Andrés

Personal information
- Full name: Andrés González Cardero
- Date of birth: 2 March 1988 (age 37)
- Place of birth: Burgos, Spain
- Height: 1.78 m (5 ft 10 in)
- Position(s): Right back

Team information
- Current team: La Calzada

Youth career
- Río Vena

Senior career*
- Years: Team / Apps / (Gls)
- 2006–2007: Río Vena
- 2007–2009: Burgos / 65 / (0)
- 2009–2010: Eibar / 34 / (0)
- 2010–2012: Salamanca / 36 / (2)
- 2012–2013: Racing B / 35 / (2)
- 2013–2020: Burgos / 191 / (2)
- 2020: Guijuelo / 3 / (0)
- 2021: Burgos Promesas / 13 / (0)
- 2022–2023: Arandina / 21 / (1)
- 2023–: La Calzada / 35 / (2)

= Andrés González (Spanish footballer) =

Spanish footballer

Andrés González Cardero (born 2 March 1988), simply known as Andrés, is a Spanish footballer who plays for La Calzada as a right back.

==Club career==
Born in Burgos, Castile and León, González made his senior debuts with local UDG Río Vena in the 2006–07 season, in the regional leagues. He moved straight to Segunda División B in 2007, after agreeing to a contract with Burgos CF.

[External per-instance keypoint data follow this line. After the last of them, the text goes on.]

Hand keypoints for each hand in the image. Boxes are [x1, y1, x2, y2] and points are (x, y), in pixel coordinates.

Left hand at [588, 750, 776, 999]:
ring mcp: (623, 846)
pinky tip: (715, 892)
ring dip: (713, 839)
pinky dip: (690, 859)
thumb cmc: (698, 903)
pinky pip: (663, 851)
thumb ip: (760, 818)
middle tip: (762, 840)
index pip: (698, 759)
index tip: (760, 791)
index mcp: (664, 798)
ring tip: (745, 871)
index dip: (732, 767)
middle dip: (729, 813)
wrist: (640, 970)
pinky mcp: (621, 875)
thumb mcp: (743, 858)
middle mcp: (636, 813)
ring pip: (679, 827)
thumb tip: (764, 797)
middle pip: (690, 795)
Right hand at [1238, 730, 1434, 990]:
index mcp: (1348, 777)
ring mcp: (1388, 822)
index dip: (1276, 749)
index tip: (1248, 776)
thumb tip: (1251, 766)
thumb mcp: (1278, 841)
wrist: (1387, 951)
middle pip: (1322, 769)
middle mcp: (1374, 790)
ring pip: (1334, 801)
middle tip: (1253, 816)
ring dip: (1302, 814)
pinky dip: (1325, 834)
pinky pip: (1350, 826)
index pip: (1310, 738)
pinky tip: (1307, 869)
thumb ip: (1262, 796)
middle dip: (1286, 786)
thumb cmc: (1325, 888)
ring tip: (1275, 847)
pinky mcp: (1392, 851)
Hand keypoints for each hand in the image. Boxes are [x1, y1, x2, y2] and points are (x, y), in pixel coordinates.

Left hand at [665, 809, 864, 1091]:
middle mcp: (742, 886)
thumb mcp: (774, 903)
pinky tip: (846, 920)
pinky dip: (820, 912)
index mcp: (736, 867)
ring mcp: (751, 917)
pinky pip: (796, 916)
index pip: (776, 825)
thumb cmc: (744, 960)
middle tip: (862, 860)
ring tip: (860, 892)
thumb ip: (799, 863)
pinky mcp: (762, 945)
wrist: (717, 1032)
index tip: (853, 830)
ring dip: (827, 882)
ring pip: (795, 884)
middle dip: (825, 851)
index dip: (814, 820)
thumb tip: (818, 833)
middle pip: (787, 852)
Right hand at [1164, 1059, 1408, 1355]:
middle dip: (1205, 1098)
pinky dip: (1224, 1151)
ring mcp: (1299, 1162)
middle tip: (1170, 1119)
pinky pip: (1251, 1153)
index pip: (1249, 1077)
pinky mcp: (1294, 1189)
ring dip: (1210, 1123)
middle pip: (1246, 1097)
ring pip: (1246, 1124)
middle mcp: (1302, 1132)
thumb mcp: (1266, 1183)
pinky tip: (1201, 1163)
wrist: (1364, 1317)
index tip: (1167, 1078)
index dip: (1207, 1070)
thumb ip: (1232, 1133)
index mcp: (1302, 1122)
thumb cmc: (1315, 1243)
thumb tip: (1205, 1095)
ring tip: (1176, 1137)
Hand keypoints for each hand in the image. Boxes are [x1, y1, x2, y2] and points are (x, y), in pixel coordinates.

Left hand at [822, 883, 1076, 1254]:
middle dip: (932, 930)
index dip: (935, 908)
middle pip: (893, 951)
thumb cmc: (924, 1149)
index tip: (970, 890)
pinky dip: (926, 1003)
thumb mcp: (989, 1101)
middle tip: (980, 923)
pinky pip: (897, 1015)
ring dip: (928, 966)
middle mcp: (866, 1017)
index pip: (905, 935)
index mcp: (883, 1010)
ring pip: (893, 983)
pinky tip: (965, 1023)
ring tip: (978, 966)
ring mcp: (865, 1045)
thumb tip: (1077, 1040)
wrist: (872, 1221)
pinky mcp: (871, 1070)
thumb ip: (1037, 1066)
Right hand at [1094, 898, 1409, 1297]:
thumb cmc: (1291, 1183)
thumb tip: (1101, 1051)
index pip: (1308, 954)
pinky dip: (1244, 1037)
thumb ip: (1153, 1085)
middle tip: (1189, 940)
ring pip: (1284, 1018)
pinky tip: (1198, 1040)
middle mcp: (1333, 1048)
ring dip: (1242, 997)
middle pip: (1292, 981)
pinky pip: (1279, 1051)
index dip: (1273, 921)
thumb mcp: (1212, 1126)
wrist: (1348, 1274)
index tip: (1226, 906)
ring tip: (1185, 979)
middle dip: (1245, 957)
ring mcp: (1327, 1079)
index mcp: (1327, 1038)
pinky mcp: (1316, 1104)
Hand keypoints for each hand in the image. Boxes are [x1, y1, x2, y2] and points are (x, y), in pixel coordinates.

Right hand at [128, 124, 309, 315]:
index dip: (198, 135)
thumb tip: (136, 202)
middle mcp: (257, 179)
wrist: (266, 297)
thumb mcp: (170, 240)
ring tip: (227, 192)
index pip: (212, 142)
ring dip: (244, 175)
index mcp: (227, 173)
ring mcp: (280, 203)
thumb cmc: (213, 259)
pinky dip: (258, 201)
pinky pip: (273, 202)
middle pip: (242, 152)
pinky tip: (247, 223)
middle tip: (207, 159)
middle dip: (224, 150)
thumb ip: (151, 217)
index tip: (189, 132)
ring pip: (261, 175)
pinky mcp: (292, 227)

On 7 August 2009, González signed for SD Eibar also in the third level. The following 14 July, after being a regular starter, he moved to Segunda División side UD Salamanca.

A fourth-choice behind Sito, Anaitz Arbilla and Juanpa, Andrés only made his professional debut on 4 June 2011, starting in a 2–2 home draw against CD Numancia as his side suffered relegation. In the following campaign, he was an undisputed starter.

In August 2012, González moved to Racing de Santander B in the third division, suffering team relegation in his only season at the club. He subsequently returned to Burgos, being a first-choice in the following campaigns.